Exercise -> Within the listing below, the lines to output run from the one containing "middle tip: (426, 230)" through the one containing "thumb cmc: (357, 308)"; copy them exactly and nothing else.

Data for this task ->
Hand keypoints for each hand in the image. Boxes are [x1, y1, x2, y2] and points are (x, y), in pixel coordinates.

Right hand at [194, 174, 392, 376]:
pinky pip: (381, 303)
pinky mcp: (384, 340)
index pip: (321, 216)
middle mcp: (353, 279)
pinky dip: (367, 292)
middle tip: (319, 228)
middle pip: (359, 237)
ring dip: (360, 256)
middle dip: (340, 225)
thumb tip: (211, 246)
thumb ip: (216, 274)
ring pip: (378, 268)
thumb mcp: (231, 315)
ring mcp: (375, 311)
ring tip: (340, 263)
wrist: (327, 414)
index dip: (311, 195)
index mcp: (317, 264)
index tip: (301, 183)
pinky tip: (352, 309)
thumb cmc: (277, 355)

---

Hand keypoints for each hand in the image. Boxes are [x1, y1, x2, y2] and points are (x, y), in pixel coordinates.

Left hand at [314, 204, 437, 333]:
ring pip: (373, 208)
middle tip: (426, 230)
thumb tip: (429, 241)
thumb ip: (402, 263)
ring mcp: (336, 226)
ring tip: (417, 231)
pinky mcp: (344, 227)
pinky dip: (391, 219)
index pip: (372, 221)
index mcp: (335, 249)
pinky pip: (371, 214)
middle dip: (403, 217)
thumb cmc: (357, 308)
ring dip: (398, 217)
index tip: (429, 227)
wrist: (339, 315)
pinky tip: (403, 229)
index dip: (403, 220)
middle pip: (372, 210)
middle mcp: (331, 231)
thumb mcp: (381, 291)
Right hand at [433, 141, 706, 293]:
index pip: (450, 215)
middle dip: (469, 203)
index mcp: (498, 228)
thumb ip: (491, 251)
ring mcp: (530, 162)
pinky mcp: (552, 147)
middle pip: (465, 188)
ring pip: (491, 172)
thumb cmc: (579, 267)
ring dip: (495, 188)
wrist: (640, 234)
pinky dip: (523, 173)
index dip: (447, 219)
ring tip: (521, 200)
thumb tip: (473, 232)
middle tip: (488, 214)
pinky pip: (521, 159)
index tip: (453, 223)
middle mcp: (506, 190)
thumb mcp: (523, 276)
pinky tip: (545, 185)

Response below ->
middle tip: (426, 230)
thumb tip: (429, 241)
thumb ip: (402, 263)
ring mcp: (336, 226)
ring tip: (417, 231)
pinky mcp: (344, 227)
pinky dip: (391, 219)
index pip: (372, 221)
index mcp: (335, 249)
pinky pip: (371, 214)
middle dip: (403, 217)
thumb cmc: (357, 308)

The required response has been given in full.